I’ve one big Christmas wish for Santa this year. I’d like my head hair back please. I know it won’t improve my looks, but at least I won’t shiver with every little draft that comes my way.

A warm hat is essential after a stem cell transplant
A warm hat is essential after a stem cell transplant.

Transplant +45: Gentle exercise

Since I last wrote on T+30 I’ve continued to make progress. I’m still tired much of the time and if sleeping was an Olympic sport I’d be a certainty for the gold medal. However, it feels as if some kind of normality might not be that far away.

Physical exercise

This is the easiest to measure. Since T+30:

  • I no longer need my walking stick.
  • I’ve managed to drive both the Alfa and the 7 a couple of times, although not very far.
  • I spent a couple of hours at the Donington museum.
  • I’ve walked around the woods on Oakwood (several times), Kedleston Hall and yesterday spent some time walking around the gardens at Chatsworth (when I wasn’t eating cake, naturally). My daily step count has gone up from around 1,500 to averaging 5,000 or so. Yesterday I exceeded 8,000 for the first time in two months. My resting pulse has continued to come down (73 today), although it’s still a little above my mid-sixties norm.
Chatsworth - the view from the grotto
Chatsworth – the view from the grotto

Mental exercise

This is a little harder to measure, but since T+30:

  • I’ve built a surveillance camera for the driveway. This was motivated by the possibly paranoid belief I hold that an intruder tried to get into the house the first night I was home from hospital. It consists of a Raspberry Pi 3B+ inside a custom case, running MotionEye on Raspbian. (I originally tried MotionEyeOS, but it proved to be unstable). So far the only intruder its spotted is a spider.
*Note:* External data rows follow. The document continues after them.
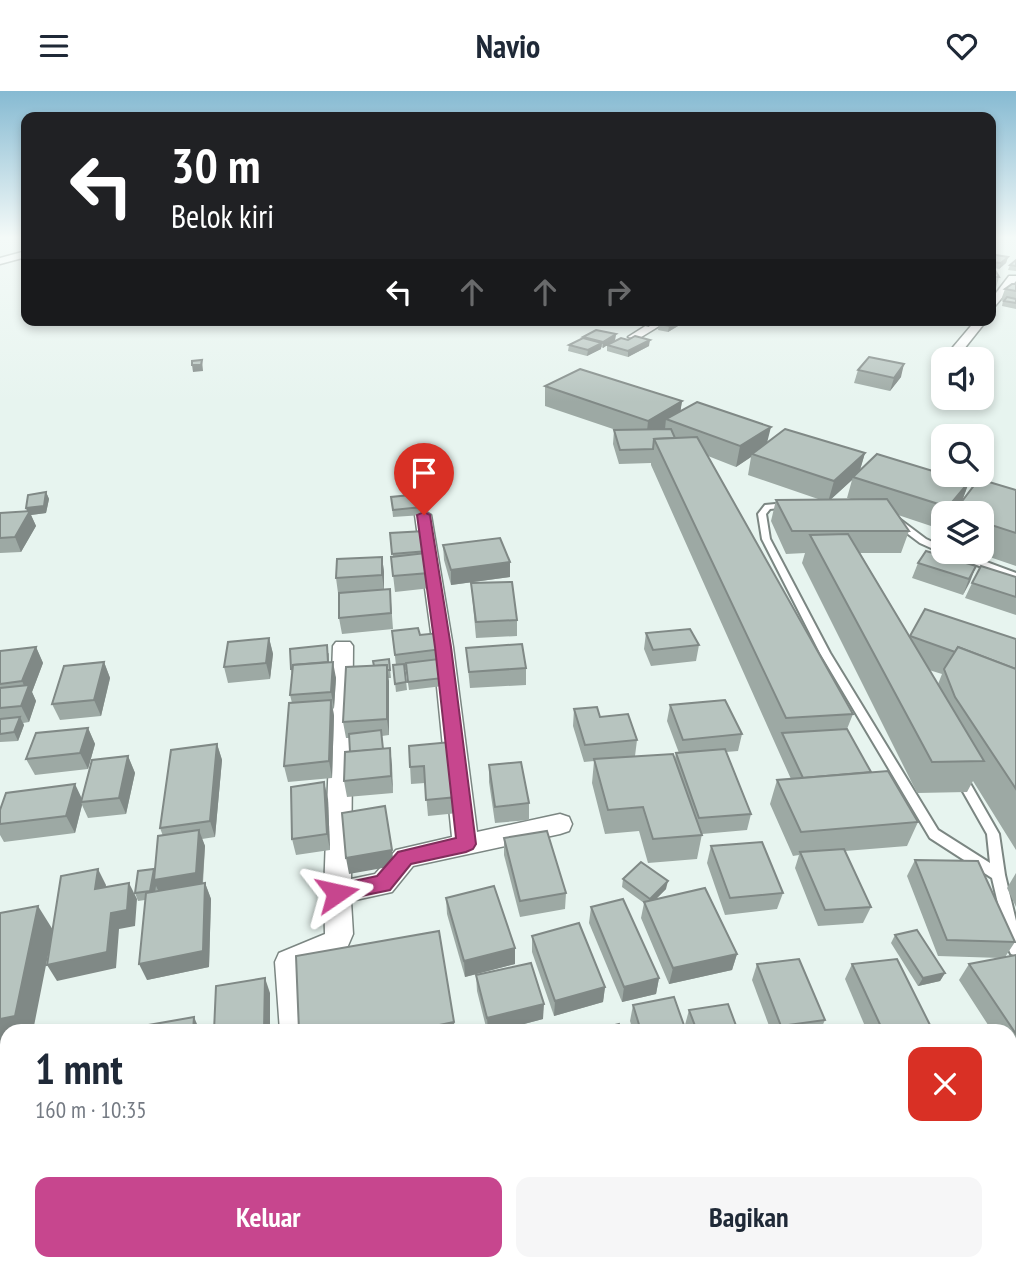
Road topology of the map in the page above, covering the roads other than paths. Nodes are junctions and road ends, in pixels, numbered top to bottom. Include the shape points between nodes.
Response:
1 (653, 326) edge
2 (977, 326) edge
3 (634, 337) edge
4 (959, 347) edge
5 (794, 506) edge
6 (424, 515) edge
7 (888, 517) edge
8 (931, 544) edge
9 (984, 564) edge
10 (1016, 576) edge
11 (343, 646) dead end
12 (960, 775) edge
13 (560, 824) dead end
14 (466, 844) junction
15 (998, 875) junction
16 (337, 893) junction
17 (1016, 950) edge
18 (294, 1024) edge

1 - 3 street
2 - 4 street
5 - 15 lane via 768,507 762,514 766,540 825,653 934,834
6 - 14 street
7 - 8 lane
9 - 10 lane
11 - 16 street
12 - 15 lane via 993,834
13 - 14 street
14 - 16 street via 405,857 383,884
15 - 17 lane
16 - 18 street via 338,941 327,950 289,962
Transplant +30: Slow going

Before my stem cell transplant, I was told that recovery would take around 3-6 months. If I’m honest, I chose not to believe it as I recovered from most of my earlier cycles of chemotherapy in about 2-3 weeks. After my 6th cycle of cytarabine and rituximab I even felt well enough to go away on holiday for a week. I enjoyed walking, dining out and being terrified on the Heights of Abraham cable cars. Anyway, I’m now at the point of conceding that 3-6 months recovery is probably going to be about right. That’s a long time. Definitely slow going.
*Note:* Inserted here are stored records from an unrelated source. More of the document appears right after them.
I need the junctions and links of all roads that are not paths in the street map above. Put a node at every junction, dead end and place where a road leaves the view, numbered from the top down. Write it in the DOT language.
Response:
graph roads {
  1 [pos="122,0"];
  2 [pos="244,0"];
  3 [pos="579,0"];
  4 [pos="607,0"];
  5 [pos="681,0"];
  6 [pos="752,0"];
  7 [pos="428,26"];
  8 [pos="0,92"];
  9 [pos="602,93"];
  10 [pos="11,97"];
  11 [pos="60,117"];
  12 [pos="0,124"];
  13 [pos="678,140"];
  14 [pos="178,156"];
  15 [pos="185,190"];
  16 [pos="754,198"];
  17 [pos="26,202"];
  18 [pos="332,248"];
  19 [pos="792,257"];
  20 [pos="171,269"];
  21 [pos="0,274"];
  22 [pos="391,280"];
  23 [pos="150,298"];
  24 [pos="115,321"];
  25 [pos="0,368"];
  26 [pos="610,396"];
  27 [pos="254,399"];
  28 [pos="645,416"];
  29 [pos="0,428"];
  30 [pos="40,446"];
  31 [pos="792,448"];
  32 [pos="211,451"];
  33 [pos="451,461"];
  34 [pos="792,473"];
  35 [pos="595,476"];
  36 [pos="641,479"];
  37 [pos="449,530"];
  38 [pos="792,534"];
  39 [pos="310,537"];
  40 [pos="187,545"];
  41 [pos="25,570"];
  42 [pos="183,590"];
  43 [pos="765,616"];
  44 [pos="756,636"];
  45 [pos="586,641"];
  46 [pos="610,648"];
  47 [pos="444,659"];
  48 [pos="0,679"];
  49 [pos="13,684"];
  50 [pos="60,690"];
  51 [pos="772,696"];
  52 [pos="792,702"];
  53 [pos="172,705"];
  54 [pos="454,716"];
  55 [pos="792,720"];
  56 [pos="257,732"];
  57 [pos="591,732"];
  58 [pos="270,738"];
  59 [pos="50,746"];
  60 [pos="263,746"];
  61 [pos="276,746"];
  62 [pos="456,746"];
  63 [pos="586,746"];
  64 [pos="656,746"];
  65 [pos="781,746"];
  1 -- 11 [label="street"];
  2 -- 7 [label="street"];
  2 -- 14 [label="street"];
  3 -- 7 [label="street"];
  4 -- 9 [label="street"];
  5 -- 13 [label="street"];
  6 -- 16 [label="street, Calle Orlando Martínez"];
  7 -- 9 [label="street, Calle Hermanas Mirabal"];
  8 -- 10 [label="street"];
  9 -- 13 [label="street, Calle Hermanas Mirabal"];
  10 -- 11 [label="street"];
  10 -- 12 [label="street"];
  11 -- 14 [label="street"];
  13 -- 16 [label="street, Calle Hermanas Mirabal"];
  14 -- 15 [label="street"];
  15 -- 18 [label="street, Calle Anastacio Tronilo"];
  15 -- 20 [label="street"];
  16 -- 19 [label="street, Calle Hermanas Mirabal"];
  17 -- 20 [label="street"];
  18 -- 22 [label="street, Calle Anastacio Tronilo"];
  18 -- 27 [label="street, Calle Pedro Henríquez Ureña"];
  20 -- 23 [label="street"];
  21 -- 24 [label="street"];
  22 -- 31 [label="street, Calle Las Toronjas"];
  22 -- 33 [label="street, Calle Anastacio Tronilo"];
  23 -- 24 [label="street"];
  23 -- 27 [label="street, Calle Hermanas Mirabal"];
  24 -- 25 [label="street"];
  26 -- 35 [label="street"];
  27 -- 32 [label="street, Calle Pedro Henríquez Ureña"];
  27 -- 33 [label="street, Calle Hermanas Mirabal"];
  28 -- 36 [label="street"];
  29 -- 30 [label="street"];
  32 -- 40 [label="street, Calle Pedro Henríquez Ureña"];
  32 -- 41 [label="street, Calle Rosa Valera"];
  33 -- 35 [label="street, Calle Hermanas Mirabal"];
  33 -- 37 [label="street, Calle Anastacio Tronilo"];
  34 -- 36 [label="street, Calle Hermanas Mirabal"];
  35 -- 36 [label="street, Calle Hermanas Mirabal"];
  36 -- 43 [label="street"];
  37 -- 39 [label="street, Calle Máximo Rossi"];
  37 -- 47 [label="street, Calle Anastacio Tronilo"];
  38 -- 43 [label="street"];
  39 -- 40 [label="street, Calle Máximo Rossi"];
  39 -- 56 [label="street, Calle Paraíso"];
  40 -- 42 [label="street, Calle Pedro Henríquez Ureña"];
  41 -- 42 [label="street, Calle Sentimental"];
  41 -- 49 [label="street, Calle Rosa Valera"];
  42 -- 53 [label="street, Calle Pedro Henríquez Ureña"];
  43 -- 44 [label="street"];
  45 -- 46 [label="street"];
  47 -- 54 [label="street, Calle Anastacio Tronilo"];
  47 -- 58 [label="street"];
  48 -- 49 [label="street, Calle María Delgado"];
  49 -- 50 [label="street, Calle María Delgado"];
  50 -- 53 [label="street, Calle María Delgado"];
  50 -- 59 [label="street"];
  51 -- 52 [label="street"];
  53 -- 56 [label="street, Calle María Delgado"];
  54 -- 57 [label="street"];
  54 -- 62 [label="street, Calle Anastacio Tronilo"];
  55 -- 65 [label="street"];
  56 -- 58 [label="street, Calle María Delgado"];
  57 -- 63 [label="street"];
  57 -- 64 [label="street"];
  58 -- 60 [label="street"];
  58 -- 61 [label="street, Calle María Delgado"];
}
A month on from my transplant and some days (like yesterday) are incredibly tough. Definitely worse than anything I experienced during the first six rounds of chemo. Shortness of breath, crushing fatigue, being unable to eat very much, nausea … but this is fairly standard fare by all accounts. Today has been better, but I’ve not moved very much. Reading the gas and electricity meters took real effort to achieve. I’ve not left the house (except to walk to the post box or nearby shop) since I came home from hospital. I’m worried that I’m becoming a hermit. Driving a car again feels like a distant ambition.
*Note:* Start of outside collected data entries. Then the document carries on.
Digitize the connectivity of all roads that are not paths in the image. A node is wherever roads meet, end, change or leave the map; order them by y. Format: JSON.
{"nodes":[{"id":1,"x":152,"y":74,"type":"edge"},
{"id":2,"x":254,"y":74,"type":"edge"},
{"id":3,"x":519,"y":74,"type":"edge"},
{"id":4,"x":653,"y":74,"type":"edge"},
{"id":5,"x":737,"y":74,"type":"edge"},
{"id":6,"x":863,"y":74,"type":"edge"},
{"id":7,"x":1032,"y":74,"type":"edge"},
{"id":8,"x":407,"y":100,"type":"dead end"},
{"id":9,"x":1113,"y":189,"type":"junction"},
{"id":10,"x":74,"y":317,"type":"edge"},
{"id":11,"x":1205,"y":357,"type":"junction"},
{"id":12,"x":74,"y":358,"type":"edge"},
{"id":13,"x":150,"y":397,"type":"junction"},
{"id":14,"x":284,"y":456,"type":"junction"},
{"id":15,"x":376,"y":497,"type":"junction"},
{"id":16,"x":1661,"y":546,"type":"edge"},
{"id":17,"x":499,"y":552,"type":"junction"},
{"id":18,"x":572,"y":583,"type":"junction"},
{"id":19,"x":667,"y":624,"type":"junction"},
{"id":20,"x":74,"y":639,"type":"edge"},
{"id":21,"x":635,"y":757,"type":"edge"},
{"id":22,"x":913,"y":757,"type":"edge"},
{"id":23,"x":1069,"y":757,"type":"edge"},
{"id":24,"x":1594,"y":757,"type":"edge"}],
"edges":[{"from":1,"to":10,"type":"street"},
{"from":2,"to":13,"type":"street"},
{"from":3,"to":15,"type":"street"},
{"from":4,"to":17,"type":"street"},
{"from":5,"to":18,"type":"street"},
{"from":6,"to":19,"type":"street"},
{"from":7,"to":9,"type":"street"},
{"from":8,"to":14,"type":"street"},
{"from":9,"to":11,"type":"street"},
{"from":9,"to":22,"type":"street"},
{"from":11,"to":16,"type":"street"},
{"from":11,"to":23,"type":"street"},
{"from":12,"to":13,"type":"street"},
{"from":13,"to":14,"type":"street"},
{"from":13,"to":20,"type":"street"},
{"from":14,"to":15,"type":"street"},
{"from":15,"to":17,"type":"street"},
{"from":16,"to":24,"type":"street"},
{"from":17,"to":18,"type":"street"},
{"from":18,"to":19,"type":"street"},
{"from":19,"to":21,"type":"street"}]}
My Fitbit agrees that the process has taken a lot out of me. My resting pulse is still in the high 70s/low 80s, when normally it’s in the mid to high 60s. No wonder I feel tired and am finding it difficult to put weight back on.

Resting heart rate graph
My heart is working harder to try to make up for the low levels of haemoglobin, platelets and white cells I currently have.

But on the positive side I’m still here. I am getting better – albeit more slowly than I’d like. It does seem to be a case of three steps forwards and two back, but that is progress nonetheless.